As suggested in many post and for instance also in the book ‘High Performance MySQL’ it is a good idea to restore different tables of a database in parallel. But, it seems like this is not giving a significant improvement in restore time at all.
For instance. I first tried the following. Using an awk script, I split up one sequential mysql dump file (SQL format) into separate SQLs, taking into account the bits at the start and the end of the files. Then I imported those files in parallel using xargs with the -P option. In this I made sure to import the biggest files first to minimize total import time.
On one system where I tried this (windows, 1 quad core with mysql 5.0.82-community-nt-log), using 4 parallel import, I did not achieve any increase in restore time at all. The total time was practically the same. Yet what I saw in ‘show processlist’ was that it was executing SQL statements for different tables in parallel.
Then I though it could be related to windows and/or this old MySQL version so I tried it on one of the newer systems. This is a dual 6-core processor machine running Red Hat EL 6.2 and mysql 5.1.61. This time, after googling around some more I dumped the database in mysqlimport format with one txt file per table. Then I used mysqlimport with the --use-threads=4 option.
In the latter case, I am seeing a performance improvement, going from 2 hours 45 minutes with a single SQL file imported in a single thread to 2 hours with 4 threads using mysqlimport.
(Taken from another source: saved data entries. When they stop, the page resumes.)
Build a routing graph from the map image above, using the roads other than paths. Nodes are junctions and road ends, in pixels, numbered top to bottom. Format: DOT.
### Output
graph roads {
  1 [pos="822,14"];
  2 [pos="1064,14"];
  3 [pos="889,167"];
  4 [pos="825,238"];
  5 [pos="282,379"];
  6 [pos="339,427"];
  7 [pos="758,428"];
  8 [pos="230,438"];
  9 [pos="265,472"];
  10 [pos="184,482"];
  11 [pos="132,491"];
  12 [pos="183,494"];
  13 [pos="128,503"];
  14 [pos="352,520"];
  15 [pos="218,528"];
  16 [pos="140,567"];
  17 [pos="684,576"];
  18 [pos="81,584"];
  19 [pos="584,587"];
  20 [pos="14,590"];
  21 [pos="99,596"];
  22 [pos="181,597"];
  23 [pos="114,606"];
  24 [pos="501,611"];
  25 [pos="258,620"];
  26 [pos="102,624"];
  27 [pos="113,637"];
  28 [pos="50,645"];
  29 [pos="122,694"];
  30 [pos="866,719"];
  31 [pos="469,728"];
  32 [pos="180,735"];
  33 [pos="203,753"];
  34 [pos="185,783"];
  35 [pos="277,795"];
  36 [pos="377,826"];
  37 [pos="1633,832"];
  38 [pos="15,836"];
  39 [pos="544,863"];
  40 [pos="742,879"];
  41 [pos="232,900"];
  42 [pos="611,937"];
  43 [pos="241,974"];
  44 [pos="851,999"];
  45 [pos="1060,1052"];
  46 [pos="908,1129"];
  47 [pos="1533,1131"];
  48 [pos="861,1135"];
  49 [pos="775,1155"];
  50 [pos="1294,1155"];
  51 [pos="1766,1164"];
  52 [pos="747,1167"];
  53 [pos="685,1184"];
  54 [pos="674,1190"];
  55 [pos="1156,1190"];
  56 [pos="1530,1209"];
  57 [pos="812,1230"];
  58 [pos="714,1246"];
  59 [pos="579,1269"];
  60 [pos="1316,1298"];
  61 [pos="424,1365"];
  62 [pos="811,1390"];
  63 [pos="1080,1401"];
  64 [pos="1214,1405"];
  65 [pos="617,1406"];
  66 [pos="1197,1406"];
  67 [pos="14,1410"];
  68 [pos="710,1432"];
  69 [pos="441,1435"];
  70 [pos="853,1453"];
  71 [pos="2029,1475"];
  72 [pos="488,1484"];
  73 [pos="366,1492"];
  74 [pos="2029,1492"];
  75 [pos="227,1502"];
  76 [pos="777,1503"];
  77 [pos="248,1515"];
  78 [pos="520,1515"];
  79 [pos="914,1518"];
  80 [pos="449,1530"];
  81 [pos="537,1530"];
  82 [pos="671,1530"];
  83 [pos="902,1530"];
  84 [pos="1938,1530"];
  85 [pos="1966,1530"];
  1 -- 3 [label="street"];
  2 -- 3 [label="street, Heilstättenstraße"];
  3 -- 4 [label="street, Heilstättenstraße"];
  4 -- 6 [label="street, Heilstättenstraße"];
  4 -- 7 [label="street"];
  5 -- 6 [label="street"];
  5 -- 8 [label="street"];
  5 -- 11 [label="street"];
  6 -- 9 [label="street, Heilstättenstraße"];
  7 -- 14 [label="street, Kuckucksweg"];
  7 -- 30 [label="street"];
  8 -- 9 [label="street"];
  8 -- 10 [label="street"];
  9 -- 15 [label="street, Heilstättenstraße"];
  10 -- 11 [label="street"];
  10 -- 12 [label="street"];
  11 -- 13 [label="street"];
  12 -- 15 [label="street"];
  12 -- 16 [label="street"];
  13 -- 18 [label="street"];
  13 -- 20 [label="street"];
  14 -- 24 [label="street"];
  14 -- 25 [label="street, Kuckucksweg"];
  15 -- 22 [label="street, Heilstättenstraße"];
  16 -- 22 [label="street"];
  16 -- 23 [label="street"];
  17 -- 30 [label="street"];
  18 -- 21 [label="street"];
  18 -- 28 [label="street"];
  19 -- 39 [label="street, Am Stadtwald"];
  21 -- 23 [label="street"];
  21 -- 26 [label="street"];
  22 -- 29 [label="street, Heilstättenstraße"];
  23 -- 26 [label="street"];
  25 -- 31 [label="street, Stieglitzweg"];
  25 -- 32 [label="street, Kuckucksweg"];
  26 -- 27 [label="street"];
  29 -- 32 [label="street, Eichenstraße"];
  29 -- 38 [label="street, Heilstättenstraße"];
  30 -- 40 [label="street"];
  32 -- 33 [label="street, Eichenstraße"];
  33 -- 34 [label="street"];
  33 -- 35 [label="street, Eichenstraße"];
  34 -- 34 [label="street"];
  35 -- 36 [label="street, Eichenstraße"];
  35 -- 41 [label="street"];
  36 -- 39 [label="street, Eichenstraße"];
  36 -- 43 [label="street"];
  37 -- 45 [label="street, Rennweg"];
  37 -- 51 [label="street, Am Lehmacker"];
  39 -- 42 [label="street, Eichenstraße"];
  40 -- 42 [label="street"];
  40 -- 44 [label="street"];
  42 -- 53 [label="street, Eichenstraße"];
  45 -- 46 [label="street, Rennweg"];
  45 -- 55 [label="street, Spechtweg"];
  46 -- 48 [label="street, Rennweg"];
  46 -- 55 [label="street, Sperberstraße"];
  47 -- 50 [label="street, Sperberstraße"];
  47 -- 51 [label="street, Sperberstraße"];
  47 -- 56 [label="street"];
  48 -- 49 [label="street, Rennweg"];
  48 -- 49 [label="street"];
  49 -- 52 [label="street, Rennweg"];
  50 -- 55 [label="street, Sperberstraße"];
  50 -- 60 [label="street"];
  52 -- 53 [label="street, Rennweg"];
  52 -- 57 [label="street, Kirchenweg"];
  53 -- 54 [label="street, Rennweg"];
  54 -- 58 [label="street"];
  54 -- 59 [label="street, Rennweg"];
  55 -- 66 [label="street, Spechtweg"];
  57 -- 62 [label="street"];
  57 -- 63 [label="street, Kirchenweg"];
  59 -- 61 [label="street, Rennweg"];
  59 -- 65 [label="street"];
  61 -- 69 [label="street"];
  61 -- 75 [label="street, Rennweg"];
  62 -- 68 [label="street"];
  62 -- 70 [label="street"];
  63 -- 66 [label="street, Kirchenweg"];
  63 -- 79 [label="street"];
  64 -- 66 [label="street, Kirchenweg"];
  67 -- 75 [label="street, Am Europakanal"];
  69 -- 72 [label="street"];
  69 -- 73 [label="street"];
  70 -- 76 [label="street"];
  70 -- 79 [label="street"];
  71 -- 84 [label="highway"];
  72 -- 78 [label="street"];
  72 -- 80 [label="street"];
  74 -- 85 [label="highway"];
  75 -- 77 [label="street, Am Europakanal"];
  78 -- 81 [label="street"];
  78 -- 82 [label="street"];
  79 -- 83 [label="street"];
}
I am willing to ignore the results of the windows system (as that will be replaced anyway in the near future), but on the linux system, I would have expected a much higher performance increase.
Any ideas as to what could be the problem? The mysql configuration on the windows and linux systems is similar (the linux my.cnf is based on the windows my.ini file). It looks like there is some bottleneck in the database which is preventing truly parallel insertion.
Also, it is perhaps good to mention that we are using a single innodb data file and not file per table. I experimented also with using file per table on my laptop but got a much lower performance.
Any ideas as to what could be going on?